◆ **Work to complete**
For each line in the records that contains "canvas", make a copy.

- Opening Delimiter -

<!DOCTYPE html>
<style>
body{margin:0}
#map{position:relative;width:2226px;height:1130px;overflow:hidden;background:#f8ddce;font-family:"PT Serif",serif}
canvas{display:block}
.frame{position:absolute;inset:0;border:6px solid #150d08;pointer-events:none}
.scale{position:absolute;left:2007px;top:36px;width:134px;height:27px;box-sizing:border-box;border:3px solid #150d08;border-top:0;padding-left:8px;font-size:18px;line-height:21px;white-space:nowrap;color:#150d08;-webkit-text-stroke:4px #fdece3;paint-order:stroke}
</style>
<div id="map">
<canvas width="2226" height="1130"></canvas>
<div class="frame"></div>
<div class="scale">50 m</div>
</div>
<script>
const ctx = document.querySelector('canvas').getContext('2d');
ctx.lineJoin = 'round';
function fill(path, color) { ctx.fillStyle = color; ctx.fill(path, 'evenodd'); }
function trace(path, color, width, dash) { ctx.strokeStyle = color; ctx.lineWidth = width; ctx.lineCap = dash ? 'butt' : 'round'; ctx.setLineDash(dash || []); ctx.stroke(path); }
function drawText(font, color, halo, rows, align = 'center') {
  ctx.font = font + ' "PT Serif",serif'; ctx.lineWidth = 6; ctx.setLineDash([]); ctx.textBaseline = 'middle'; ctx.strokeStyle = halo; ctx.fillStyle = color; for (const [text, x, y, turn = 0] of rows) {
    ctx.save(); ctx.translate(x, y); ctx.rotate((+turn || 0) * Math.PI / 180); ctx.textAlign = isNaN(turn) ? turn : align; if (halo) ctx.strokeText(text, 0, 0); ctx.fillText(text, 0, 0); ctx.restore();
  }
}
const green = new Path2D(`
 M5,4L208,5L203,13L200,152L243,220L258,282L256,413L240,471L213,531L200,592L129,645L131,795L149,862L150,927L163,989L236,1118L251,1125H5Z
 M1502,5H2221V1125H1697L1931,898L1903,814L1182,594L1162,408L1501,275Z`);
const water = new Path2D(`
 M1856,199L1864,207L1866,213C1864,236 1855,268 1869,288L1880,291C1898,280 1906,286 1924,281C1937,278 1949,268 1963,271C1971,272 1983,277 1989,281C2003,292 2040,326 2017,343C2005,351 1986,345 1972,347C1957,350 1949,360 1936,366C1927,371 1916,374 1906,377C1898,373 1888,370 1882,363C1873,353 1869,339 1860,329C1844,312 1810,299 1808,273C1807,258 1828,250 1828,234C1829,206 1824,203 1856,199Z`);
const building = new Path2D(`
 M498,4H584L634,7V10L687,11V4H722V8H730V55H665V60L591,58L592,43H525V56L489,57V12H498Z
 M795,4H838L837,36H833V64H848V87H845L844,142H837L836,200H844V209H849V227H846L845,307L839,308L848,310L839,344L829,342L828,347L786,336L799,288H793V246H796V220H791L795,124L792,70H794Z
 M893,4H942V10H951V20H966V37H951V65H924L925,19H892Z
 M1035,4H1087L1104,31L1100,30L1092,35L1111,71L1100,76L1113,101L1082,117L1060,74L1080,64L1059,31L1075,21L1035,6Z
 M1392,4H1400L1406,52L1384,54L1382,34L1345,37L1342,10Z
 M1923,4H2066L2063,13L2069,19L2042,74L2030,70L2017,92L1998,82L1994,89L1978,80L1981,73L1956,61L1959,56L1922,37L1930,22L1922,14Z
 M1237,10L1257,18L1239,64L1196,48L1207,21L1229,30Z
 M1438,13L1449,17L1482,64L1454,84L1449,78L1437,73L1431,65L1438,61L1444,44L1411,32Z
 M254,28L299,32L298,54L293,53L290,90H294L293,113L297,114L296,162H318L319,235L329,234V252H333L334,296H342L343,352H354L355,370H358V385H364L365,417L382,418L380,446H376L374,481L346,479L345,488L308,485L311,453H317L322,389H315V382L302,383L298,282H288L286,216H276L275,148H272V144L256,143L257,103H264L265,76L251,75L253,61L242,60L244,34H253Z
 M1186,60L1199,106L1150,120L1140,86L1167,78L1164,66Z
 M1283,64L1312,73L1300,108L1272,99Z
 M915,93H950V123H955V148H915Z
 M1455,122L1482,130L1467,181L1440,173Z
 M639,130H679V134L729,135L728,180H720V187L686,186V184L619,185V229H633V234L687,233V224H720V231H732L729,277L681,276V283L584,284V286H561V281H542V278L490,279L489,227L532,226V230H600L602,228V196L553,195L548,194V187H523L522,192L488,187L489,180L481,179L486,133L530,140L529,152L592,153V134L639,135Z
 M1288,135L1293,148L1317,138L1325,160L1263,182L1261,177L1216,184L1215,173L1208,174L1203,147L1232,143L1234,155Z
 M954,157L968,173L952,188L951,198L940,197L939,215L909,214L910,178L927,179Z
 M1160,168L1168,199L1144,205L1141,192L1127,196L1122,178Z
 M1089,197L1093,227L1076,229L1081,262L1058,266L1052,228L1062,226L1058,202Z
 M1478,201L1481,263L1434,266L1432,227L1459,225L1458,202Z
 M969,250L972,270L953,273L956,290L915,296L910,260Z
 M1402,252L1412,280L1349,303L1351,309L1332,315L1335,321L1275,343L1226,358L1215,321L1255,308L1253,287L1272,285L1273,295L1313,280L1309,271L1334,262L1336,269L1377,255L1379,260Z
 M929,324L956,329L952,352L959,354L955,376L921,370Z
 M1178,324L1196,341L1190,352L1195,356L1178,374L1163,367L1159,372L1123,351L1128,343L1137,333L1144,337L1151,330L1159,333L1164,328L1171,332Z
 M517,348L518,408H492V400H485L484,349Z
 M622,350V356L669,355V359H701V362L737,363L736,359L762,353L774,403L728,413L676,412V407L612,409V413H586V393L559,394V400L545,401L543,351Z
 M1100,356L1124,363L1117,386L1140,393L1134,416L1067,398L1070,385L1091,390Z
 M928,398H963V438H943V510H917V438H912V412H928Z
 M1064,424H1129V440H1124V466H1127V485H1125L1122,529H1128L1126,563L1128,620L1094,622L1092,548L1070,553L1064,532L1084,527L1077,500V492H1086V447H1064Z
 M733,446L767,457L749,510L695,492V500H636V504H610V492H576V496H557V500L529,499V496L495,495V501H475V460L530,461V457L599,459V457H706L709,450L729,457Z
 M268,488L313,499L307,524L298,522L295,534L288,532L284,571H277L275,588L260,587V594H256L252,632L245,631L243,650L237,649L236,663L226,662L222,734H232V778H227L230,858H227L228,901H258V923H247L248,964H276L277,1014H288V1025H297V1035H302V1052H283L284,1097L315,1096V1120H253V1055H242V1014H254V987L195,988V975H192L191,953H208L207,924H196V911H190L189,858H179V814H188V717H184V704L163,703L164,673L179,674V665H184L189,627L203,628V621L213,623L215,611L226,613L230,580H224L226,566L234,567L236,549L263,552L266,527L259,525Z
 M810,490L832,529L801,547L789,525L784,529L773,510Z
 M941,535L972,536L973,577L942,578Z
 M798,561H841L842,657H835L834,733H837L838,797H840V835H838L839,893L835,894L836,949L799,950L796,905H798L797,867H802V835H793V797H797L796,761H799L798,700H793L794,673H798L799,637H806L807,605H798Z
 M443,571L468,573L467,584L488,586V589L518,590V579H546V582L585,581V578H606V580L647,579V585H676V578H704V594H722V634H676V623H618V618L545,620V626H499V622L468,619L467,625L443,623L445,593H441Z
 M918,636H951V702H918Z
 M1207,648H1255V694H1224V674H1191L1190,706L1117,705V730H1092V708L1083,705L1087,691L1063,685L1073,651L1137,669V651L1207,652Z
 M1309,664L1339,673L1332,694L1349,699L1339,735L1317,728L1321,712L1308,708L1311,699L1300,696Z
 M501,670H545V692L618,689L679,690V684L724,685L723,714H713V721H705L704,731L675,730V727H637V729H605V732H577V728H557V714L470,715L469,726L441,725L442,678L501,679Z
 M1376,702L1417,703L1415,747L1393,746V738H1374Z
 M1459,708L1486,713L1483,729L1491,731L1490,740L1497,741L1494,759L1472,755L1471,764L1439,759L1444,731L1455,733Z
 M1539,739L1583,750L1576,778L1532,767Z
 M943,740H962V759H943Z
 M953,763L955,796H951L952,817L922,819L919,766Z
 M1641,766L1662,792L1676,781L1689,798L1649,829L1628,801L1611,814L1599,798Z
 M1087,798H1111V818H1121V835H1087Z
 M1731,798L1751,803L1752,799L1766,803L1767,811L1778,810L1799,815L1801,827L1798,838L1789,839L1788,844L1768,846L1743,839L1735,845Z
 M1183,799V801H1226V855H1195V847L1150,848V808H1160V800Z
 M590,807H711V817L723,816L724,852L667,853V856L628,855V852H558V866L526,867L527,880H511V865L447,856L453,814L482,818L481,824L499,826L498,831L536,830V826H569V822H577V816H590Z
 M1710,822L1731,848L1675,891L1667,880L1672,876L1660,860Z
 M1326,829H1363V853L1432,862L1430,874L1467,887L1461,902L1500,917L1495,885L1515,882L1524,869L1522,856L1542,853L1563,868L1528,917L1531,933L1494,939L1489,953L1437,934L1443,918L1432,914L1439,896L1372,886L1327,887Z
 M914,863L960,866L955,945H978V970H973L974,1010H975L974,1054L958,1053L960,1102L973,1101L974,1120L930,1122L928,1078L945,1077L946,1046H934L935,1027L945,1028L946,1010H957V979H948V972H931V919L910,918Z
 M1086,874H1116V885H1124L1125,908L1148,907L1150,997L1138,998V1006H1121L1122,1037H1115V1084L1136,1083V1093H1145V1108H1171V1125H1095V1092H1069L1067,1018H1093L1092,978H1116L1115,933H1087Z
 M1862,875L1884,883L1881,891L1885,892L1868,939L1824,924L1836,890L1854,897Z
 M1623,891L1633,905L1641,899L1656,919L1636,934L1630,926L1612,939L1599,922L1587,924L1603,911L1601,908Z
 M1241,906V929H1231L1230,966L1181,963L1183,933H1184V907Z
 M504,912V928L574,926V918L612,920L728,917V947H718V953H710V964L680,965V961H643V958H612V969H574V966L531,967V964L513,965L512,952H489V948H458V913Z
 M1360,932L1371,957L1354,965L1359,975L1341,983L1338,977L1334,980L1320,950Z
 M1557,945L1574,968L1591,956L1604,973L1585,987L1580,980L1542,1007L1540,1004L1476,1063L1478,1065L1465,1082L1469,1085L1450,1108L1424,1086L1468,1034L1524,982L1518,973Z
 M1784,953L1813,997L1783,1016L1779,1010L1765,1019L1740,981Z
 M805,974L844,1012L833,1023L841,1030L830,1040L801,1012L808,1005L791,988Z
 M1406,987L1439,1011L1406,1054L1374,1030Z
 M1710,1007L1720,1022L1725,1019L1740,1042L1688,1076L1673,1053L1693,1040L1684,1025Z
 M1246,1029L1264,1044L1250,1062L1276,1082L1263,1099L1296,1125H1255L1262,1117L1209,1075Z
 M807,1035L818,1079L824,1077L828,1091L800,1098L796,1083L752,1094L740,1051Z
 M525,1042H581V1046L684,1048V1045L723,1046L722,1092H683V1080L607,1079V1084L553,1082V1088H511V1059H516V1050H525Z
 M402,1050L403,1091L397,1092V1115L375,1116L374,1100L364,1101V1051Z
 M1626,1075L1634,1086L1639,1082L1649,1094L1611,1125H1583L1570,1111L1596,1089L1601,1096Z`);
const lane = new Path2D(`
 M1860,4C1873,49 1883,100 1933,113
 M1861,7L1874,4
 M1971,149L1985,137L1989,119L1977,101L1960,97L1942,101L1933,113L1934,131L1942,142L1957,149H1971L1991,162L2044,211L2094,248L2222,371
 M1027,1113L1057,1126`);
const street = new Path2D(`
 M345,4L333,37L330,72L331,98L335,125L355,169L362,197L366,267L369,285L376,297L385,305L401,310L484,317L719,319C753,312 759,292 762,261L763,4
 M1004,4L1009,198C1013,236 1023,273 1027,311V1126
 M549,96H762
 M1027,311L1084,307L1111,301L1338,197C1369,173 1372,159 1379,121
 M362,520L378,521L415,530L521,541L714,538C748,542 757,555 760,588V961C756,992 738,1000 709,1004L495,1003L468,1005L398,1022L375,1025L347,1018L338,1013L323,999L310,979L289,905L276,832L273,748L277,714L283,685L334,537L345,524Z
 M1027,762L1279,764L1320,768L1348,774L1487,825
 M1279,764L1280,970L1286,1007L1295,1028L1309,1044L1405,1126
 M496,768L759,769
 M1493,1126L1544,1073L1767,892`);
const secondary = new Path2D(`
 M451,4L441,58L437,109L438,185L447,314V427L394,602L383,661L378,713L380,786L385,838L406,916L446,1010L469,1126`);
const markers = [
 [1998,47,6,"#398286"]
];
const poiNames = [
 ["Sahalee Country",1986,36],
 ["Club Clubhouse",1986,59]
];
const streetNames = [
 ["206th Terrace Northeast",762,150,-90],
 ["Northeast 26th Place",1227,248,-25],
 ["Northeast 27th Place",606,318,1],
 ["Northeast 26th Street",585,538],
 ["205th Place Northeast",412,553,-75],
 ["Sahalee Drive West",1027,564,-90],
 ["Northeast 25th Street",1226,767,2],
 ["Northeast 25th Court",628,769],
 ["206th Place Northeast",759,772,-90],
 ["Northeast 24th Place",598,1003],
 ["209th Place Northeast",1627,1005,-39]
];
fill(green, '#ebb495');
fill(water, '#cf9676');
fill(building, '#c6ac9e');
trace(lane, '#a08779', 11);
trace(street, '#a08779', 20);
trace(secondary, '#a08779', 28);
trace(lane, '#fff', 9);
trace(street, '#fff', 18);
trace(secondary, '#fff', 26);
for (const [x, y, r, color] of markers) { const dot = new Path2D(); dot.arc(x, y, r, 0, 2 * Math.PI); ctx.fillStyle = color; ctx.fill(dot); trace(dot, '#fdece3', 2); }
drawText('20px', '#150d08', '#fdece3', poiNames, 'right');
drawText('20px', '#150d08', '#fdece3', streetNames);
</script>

- Closing Delimiter -

◆ **Worked solution**
canvas{display:block}
<canvas width="2226" height="1130"></canvas>
const ctx = document.querySelector('canvas').getContext('2d');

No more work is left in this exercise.